# DESCRIPTION OF THE TASK:
Could the records below please be retyped exactly, with their pictures left out?

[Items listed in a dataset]
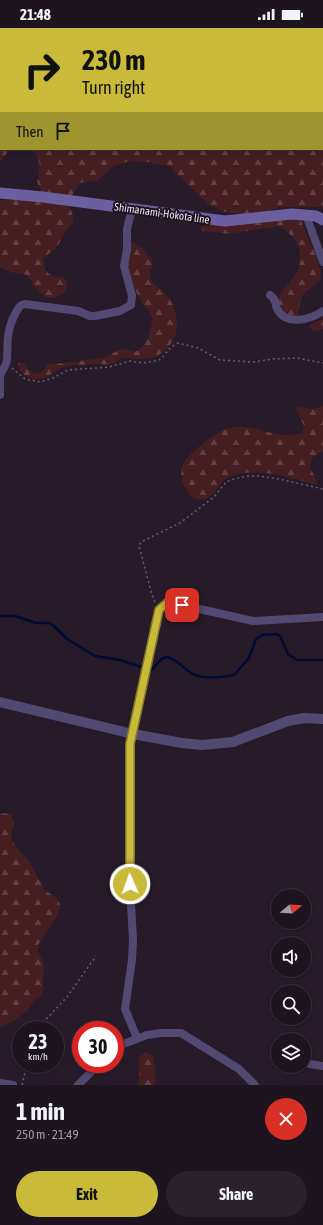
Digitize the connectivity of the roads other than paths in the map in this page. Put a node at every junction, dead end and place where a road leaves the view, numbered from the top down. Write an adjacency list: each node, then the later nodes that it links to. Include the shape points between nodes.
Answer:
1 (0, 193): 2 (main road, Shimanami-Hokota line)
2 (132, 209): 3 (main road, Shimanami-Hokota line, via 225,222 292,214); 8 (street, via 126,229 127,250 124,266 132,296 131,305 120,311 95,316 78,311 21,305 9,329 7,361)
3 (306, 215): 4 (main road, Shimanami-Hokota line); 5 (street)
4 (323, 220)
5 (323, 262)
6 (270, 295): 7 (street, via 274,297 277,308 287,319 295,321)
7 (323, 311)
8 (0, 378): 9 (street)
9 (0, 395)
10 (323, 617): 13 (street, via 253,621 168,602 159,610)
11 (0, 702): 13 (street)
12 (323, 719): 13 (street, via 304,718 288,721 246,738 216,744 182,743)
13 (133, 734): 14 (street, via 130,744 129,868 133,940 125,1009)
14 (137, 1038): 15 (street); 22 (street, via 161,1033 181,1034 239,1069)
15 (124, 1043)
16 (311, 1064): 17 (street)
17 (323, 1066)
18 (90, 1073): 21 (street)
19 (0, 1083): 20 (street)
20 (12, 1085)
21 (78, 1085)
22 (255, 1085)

# EXPECTED ANSWER:
Digitize the connectivity of the roads other than paths in the map in this page. Put a node at every junction, dead end and place where a road leaves the view, numbered from the top down. Write an adjacency list: each node, then the later nodes that it links to. Include the shape points between nodes.
Answer:
1 (0, 193): 2 (main road, Shimanami-Hokota line)
2 (132, 209): 3 (main road, Shimanami-Hokota line, via 225,222 292,214); 8 (street, via 126,229 127,250 124,266 132,296 131,305 120,311 95,316 78,311 21,305 9,329 7,361)
3 (306, 215): 4 (main road, Shimanami-Hokota line); 5 (street)
4 (323, 220)
5 (323, 262)
6 (270, 295): 7 (street, via 274,297 277,308 287,319 295,321)
7 (323, 311)
8 (0, 378): 9 (street)
9 (0, 395)
10 (323, 617): 13 (street, via 253,621 168,602 159,610)
11 (0, 702): 13 (street)
12 (323, 719): 13 (street, via 304,718 288,721 246,738 216,744 182,743)
13 (133, 734): 14 (street, via 130,744 129,868 133,940 125,1009)
14 (137, 1038): 15 (street); 22 (street, via 161,1033 181,1034 239,1069)
15 (124, 1043)
16 (311, 1064): 17 (street)
17 (323, 1066)
18 (90, 1073): 21 (street)
19 (0, 1083): 20 (street)
20 (12, 1085)
21 (78, 1085)
22 (255, 1085)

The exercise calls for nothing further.